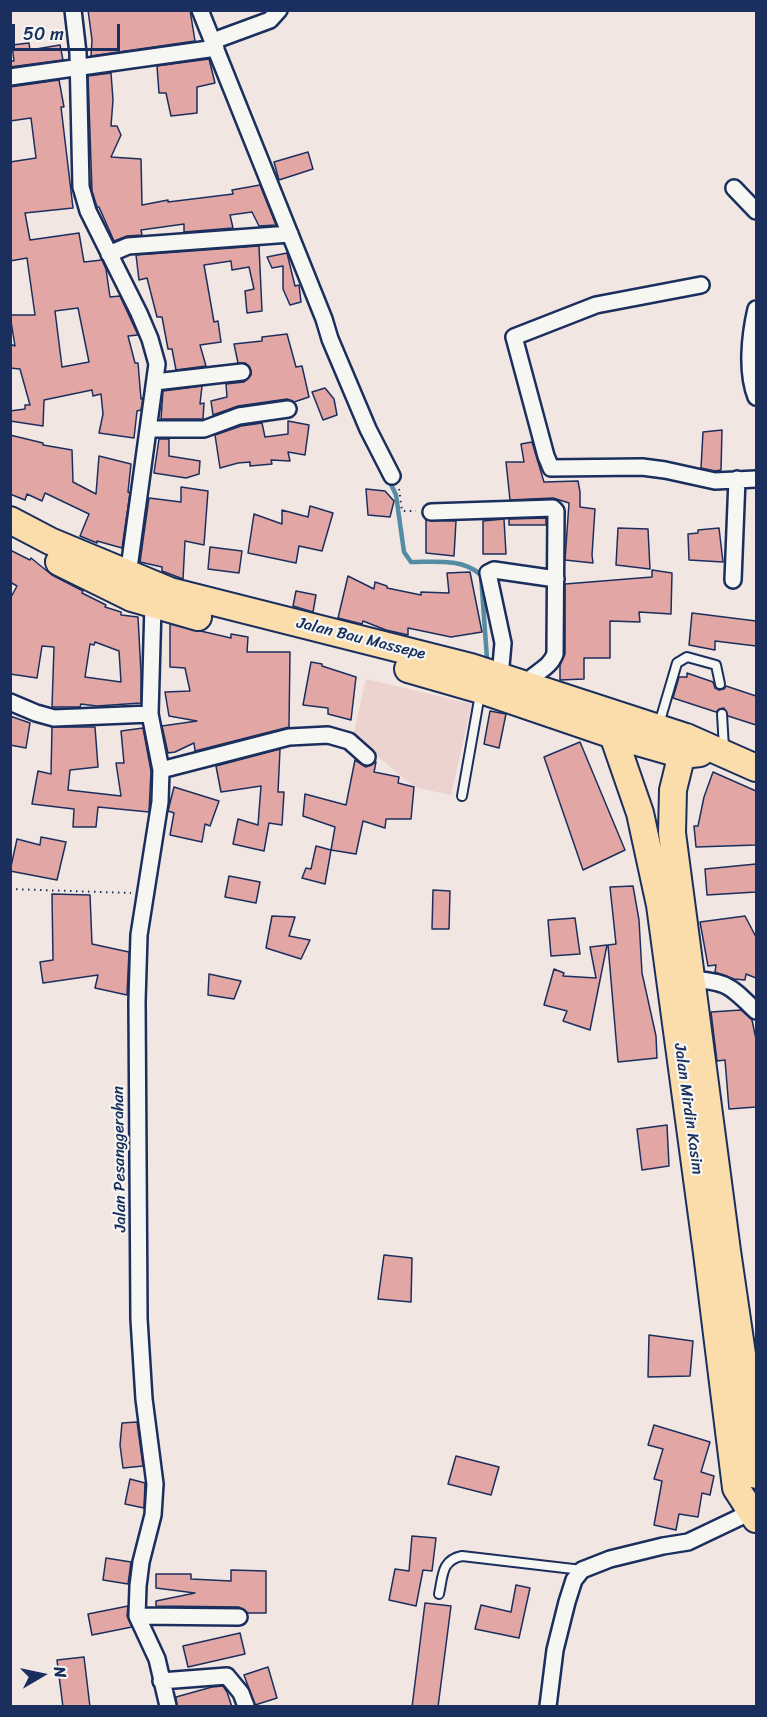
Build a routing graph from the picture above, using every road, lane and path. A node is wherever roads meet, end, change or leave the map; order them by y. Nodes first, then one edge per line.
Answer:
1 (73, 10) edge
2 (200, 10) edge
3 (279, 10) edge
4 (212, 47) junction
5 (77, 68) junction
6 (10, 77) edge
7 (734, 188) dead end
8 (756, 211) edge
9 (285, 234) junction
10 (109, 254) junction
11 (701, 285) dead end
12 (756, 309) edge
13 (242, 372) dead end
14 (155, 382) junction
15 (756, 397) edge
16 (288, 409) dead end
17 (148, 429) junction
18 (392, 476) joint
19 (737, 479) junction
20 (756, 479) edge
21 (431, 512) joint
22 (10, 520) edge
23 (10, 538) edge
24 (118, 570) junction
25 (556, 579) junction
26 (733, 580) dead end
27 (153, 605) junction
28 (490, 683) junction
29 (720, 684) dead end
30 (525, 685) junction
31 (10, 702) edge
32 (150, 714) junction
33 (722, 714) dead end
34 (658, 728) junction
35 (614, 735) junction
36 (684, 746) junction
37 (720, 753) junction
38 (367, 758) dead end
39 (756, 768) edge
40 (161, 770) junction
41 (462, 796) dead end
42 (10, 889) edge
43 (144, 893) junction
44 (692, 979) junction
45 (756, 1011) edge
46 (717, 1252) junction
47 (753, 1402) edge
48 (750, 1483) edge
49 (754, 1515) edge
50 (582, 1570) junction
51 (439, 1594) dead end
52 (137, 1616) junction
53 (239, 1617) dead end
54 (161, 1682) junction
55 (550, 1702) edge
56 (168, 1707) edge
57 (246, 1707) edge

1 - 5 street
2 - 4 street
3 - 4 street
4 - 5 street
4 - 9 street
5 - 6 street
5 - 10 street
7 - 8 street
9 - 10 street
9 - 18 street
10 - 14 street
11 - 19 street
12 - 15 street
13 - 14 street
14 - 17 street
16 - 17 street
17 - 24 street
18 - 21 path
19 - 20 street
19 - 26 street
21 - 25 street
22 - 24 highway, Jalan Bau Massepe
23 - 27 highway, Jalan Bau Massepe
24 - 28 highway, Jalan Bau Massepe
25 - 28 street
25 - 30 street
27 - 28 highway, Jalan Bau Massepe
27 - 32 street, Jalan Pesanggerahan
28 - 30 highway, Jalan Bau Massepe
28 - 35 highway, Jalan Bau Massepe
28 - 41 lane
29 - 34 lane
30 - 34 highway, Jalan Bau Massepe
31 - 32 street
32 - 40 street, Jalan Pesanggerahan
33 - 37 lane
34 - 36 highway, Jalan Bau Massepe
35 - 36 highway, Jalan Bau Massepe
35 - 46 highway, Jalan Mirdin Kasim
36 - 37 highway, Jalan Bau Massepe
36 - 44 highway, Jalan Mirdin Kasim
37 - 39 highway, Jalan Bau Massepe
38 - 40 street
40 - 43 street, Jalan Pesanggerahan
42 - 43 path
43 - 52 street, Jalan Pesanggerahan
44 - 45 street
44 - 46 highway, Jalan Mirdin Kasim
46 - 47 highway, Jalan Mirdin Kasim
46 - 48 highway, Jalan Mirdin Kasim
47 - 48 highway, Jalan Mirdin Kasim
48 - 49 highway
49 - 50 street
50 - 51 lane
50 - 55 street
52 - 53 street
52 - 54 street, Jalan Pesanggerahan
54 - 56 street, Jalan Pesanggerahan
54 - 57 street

# What to work on
Once you find the string "Mirdin" in a line of the records, copy that line.

# Result below
35 - 46 highway, Jalan Mirdin Kasim
36 - 44 highway, Jalan Mirdin Kasim
44 - 46 highway, Jalan Mirdin Kasim
46 - 47 highway, Jalan Mirdin Kasim
46 - 48 highway, Jalan Mirdin Kasim
47 - 48 highway, Jalan Mirdin Kasim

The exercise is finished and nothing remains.